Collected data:
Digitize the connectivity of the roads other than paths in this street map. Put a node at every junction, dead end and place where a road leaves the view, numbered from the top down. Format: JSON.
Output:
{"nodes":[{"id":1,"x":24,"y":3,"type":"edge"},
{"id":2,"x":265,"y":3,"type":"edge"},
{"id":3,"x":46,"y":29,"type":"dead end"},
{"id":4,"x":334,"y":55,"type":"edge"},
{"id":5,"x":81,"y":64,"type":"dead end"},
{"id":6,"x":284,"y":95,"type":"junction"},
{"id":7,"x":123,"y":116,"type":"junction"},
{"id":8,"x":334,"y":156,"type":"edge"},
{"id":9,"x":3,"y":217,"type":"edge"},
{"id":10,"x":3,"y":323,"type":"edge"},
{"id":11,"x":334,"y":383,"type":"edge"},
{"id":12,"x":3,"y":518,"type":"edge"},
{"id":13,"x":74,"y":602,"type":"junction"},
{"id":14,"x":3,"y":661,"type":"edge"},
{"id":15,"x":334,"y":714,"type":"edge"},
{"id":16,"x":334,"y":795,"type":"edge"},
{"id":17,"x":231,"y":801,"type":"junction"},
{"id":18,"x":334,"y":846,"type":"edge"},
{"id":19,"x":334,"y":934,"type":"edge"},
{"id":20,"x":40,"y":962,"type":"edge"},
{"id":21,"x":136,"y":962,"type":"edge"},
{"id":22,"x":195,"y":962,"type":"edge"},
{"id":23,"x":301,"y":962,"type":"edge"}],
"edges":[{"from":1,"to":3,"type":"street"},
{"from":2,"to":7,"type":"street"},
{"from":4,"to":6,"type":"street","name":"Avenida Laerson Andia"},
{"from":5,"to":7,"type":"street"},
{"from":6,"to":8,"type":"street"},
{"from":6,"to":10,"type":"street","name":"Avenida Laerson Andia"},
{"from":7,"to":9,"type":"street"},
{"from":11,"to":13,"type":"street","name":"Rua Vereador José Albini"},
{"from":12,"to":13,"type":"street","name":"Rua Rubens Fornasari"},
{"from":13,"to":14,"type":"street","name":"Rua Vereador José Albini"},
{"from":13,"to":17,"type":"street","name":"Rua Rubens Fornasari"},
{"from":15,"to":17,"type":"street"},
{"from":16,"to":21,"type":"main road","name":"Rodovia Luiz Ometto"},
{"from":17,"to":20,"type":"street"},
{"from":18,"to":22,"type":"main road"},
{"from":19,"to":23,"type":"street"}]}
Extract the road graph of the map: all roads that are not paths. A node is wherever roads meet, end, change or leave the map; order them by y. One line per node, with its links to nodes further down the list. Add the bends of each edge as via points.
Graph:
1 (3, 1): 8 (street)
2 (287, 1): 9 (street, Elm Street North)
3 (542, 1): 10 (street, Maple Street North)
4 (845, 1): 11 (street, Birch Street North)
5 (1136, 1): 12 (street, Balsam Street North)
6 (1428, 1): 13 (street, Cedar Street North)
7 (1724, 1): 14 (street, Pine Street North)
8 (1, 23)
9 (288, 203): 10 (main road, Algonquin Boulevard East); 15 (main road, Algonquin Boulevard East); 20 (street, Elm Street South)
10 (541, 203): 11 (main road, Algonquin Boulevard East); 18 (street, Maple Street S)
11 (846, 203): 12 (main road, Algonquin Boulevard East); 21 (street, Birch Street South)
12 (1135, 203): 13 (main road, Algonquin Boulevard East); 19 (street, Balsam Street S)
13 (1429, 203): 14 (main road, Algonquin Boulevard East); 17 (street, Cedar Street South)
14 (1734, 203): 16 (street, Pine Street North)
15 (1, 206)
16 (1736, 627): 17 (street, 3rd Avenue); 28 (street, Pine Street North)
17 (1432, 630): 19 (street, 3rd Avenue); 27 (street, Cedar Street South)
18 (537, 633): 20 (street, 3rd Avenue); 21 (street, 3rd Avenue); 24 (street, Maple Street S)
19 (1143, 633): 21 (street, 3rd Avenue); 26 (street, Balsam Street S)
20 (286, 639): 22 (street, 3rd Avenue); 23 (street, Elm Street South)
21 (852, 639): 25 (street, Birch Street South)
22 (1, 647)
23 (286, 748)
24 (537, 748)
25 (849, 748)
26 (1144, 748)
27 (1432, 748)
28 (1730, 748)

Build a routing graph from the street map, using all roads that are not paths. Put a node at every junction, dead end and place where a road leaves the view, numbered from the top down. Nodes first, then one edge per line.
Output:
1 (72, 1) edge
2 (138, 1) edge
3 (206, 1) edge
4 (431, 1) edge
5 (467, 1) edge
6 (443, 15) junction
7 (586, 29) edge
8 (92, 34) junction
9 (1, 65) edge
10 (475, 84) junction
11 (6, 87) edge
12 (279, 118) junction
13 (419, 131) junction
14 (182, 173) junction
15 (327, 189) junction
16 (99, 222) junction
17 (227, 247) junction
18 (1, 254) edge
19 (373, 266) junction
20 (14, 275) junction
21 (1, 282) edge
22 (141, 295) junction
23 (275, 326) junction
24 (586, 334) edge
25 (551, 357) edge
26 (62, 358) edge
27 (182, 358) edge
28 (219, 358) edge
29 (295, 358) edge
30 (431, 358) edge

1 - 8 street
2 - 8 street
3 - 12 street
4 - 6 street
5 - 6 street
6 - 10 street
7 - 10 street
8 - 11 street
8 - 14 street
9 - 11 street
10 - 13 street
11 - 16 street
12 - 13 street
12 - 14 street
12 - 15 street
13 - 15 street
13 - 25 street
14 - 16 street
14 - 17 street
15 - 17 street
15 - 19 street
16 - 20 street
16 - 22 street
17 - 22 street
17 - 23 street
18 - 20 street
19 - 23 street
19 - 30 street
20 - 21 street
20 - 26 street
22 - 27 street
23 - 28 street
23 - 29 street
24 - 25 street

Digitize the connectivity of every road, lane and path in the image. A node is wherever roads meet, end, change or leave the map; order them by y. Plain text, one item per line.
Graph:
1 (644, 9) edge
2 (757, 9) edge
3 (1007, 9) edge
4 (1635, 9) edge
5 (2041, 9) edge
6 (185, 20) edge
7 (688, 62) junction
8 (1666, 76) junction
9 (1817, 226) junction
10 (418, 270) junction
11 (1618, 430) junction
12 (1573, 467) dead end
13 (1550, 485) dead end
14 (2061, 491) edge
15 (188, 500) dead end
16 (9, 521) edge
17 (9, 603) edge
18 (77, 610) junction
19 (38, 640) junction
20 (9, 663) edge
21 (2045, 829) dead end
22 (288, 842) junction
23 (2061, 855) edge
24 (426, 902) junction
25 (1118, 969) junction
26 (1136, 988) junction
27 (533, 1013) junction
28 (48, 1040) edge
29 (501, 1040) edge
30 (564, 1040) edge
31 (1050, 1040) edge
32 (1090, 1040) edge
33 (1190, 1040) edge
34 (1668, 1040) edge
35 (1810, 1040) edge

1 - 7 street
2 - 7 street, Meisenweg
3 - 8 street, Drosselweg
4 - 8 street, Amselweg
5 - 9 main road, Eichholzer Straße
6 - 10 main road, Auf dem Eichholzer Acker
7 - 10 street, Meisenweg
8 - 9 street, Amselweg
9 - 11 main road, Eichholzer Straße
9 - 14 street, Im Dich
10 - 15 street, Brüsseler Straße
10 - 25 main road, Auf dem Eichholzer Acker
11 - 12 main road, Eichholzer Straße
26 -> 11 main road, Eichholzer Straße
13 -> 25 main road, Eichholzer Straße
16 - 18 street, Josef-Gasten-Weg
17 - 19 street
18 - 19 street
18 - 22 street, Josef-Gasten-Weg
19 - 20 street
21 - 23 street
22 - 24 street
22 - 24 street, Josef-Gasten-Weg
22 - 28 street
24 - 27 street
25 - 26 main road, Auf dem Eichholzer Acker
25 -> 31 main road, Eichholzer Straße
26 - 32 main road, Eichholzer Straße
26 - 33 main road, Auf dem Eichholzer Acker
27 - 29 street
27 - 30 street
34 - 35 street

DIRECTIONS: Once you reach the line with "Build a routing" in the data above, copy it and every line after it exactly, up to and including the line with "Digitize the connectivity of every".

OUTPUT FOR THIS EXERCISE:
Build a routing graph from the street map, using all roads that are not paths. Put a node at every junction, dead end and place where a road leaves the view, numbered from the top down. Nodes first, then one edge per line.
Output:
1 (72, 1) edge
2 (138, 1) edge
3 (206, 1) edge
4 (431, 1) edge
5 (467, 1) edge
6 (443, 15) junction
7 (586, 29) edge
8 (92, 34) junction
9 (1, 65) edge
10 (475, 84) junction
11 (6, 87) edge
12 (279, 118) junction
13 (419, 131) junction
14 (182, 173) junction
15 (327, 189) junction
16 (99, 222) junction
17 (227, 247) junction
18 (1, 254) edge
19 (373, 266) junction
20 (14, 275) junction
21 (1, 282) edge
22 (141, 295) junction
23 (275, 326) junction
24 (586, 334) edge
25 (551, 357) edge
26 (62, 358) edge
27 (182, 358) edge
28 (219, 358) edge
29 (295, 358) edge
30 (431, 358) edge

1 - 8 street
2 - 8 street
3 - 12 street
4 - 6 street
5 - 6 street
6 - 10 street
7 - 10 street
8 - 11 street
8 - 14 street
9 - 11 street
10 - 13 street
11 - 16 street
12 - 13 street
12 - 14 street
12 - 15 street
13 - 15 street
13 - 25 street
14 - 16 street
14 - 17 street
15 - 17 street
15 - 19 street
16 - 20 street
16 - 22 street
17 - 22 street
17 - 23 street
18 - 20 street
19 - 23 street
19 - 30 street
20 - 21 street
20 - 26 street
22 - 27 street
23 - 28 street
23 - 29 street
24 - 25 street

Digitize the connectivity of every road, lane and path in the image. A node is wherever roads meet, end, change or leave the map; order them by y. Plain text, one item per line.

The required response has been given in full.